=== RECORD EXCERPTS ===
-=-=-
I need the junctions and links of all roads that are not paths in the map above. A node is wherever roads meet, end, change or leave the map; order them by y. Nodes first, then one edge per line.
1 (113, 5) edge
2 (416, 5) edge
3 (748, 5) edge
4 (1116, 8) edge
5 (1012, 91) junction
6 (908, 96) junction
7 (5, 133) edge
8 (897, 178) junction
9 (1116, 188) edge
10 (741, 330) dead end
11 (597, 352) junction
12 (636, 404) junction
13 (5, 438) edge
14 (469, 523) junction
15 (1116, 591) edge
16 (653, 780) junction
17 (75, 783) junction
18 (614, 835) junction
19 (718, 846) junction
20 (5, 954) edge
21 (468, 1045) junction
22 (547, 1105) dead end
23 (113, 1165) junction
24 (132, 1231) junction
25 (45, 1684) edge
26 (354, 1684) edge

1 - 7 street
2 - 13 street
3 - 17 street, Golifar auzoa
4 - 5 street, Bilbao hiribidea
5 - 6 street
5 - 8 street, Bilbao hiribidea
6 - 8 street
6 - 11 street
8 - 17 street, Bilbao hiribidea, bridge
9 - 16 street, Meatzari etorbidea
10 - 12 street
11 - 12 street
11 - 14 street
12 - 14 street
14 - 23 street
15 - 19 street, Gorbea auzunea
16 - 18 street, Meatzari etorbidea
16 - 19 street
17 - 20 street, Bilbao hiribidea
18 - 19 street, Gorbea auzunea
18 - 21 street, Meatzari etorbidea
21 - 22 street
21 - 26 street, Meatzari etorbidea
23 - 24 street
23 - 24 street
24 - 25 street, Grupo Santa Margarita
-=-=-
Looking at the records above, which lines contain "etorbidea"? Copy those lines.

9 - 16 street, Meatzari etorbidea
16 - 18 street, Meatzari etorbidea
18 - 21 street, Meatzari etorbidea
21 - 26 street, Meatzari etorbidea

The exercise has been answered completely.